Há mais de uma semana na Glória está tendo un policiamento feroz das calçadas. Como todos vocês que transitam pela cidade sabem, na Glória há um fervente mercado de chão, o que aqui se chama shopping chão ou xopping xão, como alguns vendedores costumam brincar.
Há mais de uma semana eu não vejo mais o Maurício, vendedor de shopping chão com que eu converso todos os dias. Só vejo os policiais do aterro presente e do centro presente marcando as ruas com seus próprios corpos, os bastões a vista e uma única cor, a da uniforme, no lugar das trilhões de matizes que normalmente caracterizam esse canto da cidade.
Já faz uns meses, o Maurício me explicou que o Crivella decidiu, com base em uma suposta pretensão de decoro urbano (de matriz fascista?), que na Glória não há mais de ter quem venda nas calçadas. Os vendedores tiveram muitos problemas, até para conservar os objetos, pois costumavam guardá-los a beira calçada que se debruça na feira. Foram sujeitos a práticas de sequestro constantes, o que eles vendiam foi dado aso caminhões de lixo.
Se trata de pessoas que, nas poucas fissuras deixadas pelo sistema capitalista, acharam uma forma de sobrevivência e resistência, aliás eco-sustentável. Essas pessoas construíram a sua própria forma de sustento através da reabilitação e venda de objetos, que todos nós, segundo uma lógica de consumo ávido, acumulação compulsiva e rápido descarte, jogamos fora. Essa prática de reabilitação e venda de usados sempre me fez refletir sobre três pontos:
1) o quanto o mundo burguês consome sem se questionar sobre sustentabilidade e distribuição dos recursos;
2) o quanto esses vendedores contribuem na redistribuição da riqueza conseguindo gerar uma renda para eles, onde o mundo capitalista só vê lixo, e garantindo, ao mesmo tempo, o acesso a algumas pessoas com recursos limitados às coisas que eles vendem. Muitas vezes perguntei ao Maurício quem compraria objetos que para mim era impossível ele vender, e, com uma santa paciência face a minha pergunta ingênua e insensível, me explicou que há muitas mais pessoas pobres daquelas que eu consiga imaginar.
3) quantas coisas interessantes podem ser descartadas sem dar o valor certo: há arquivos infinitos de fotos antigas, passaportes, livros, inteiras topografias sentimentais familiares que ali se acham.
Agora a pergunta é qual seria a linha norteadora do Crivella?
O que significa "limpar"? Despojar a cidade de seus corpos legítimos (pois existem!), corpos que encarnam histórias, saberes e dignidades e que são a alma do bairro só porque não respondem a algum "princípio ordenador"?

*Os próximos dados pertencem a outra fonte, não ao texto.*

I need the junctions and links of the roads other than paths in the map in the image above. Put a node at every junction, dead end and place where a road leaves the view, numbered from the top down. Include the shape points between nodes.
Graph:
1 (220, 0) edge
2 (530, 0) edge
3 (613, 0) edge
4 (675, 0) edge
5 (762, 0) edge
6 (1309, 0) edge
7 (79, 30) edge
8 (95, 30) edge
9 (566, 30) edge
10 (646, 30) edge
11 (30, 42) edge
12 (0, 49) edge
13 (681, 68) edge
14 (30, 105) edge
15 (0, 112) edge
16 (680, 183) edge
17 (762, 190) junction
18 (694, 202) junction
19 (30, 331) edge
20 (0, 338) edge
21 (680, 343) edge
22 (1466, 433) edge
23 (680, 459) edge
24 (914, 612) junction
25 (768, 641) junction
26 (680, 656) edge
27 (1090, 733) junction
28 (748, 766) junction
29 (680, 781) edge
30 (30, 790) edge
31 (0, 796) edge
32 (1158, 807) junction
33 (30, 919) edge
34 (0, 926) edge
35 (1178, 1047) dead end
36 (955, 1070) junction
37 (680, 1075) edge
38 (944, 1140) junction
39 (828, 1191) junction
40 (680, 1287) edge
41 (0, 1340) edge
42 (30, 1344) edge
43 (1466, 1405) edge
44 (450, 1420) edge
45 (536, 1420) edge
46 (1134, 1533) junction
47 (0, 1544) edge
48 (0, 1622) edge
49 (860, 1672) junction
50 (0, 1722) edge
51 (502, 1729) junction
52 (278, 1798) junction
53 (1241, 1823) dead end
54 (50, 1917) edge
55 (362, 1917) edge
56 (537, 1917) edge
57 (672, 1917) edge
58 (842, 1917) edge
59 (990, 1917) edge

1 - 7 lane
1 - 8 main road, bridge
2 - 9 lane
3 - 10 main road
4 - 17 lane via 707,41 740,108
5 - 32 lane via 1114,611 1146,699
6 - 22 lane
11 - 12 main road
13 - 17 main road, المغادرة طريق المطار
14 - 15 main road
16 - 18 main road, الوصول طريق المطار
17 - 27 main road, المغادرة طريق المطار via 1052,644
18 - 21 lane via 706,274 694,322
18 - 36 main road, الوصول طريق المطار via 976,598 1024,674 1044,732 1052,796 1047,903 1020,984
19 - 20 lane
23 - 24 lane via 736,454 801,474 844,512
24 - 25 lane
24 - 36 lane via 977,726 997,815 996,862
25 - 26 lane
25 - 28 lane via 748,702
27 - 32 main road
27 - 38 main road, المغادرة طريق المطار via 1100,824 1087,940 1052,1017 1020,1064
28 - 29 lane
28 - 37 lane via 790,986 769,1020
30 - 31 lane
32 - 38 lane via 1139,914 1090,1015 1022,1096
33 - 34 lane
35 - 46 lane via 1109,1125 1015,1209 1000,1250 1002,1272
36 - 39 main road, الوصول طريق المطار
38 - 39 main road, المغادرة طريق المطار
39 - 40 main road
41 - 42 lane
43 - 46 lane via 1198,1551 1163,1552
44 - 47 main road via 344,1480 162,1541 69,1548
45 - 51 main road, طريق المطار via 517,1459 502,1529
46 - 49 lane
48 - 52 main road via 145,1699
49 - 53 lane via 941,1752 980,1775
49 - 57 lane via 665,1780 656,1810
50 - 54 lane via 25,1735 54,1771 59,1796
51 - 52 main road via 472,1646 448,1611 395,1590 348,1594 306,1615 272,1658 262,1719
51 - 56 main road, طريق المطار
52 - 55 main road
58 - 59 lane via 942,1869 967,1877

Derrida sempre falou que a construção do arquivo tem insita em si uma certa prática de violência, o que vai ser legitimado para ser a nossa história, para falar da cidade e das calçadas da Glória? O que vai ser emudecido?
Limpar, limpar limpar o que significa isso, construir um arquivo, uma história oficial da cidade, que discrimina e seleciona com base no censo, etnia, peles? O que é a sujeira segundo essa prática fascista de instauração do "decoro urbano"? São as histórias de corpos que a pulsão de morte remove do arquivo oficial de estado?
De quem é no fundo a cidade?
O que vai sobrar dela?
Quais corpos serão o seu arquivo e a sua história?
Será que seremos todos cúmplices do apagamento desses corpos, que no fundo são os nossos?